Prompt: Give the count of lines below that include the word "than", and say nothing else.

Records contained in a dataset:
# # # # # # #
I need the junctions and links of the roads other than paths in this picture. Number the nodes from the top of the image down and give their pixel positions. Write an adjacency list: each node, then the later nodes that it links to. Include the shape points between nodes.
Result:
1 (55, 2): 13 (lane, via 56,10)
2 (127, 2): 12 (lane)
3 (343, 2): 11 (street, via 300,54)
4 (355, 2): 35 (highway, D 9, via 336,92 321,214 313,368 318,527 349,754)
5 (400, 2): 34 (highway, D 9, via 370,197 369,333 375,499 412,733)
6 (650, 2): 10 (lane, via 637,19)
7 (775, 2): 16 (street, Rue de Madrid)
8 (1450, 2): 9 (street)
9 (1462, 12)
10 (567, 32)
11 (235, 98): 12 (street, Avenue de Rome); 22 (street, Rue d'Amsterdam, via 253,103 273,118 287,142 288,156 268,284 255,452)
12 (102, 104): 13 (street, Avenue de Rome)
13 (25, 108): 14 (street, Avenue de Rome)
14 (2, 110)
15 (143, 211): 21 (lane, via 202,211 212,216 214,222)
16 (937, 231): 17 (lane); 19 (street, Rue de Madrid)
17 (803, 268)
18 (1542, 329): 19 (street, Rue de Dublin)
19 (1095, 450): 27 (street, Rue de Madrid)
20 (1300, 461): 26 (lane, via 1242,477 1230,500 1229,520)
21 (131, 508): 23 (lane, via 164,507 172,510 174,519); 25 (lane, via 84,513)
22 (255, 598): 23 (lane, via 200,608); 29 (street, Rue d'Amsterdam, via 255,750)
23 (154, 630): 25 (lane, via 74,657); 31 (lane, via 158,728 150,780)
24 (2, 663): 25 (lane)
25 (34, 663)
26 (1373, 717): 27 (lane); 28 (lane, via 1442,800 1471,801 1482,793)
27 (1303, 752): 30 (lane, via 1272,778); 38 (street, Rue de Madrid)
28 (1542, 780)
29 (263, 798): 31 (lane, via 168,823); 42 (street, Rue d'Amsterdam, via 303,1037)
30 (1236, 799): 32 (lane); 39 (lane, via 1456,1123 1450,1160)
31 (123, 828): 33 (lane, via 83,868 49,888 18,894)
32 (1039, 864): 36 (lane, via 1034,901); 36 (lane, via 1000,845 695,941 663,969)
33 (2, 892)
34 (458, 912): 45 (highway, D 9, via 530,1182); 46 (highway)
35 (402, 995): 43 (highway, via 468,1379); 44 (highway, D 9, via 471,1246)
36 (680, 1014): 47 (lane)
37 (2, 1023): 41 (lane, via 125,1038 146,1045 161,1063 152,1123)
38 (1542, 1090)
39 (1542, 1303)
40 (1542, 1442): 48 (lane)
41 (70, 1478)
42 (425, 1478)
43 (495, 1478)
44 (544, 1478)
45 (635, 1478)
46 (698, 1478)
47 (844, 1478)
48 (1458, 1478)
# # # # # # #
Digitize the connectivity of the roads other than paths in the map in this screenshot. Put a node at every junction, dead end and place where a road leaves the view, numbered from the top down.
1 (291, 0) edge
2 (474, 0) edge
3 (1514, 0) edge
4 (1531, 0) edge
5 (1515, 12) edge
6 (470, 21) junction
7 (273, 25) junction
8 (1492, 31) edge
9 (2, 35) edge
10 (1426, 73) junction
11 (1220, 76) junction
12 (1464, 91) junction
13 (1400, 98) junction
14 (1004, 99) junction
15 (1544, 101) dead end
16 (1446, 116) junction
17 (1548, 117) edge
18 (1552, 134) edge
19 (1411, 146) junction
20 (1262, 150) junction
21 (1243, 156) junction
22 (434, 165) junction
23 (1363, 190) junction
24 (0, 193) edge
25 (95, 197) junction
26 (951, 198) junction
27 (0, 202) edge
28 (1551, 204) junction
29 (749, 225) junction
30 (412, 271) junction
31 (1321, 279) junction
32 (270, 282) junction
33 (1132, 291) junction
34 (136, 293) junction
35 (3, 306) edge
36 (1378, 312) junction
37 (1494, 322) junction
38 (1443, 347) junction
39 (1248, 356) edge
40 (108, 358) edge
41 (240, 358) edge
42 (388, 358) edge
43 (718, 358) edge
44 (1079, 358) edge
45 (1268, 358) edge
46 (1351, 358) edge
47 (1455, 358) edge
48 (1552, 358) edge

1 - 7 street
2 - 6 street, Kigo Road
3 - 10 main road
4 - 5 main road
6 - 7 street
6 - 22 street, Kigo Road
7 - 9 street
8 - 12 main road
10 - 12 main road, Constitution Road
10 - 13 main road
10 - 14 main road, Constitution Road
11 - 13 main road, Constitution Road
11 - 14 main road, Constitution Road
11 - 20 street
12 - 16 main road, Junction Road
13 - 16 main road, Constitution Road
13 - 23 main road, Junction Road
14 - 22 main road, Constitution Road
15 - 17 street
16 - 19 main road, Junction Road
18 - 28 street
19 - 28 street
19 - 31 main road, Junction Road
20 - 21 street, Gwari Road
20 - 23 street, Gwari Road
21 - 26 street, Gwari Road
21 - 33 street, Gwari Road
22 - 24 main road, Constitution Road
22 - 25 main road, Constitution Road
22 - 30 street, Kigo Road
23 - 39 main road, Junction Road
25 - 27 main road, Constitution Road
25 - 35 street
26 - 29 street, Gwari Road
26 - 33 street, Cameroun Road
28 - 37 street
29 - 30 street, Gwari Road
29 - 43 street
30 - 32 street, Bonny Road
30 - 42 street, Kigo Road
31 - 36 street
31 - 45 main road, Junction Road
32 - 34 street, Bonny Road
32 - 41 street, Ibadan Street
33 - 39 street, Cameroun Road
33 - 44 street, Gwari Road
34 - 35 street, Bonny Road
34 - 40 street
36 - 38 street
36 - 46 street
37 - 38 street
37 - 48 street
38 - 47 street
# # # # # # #
Exercise response: 2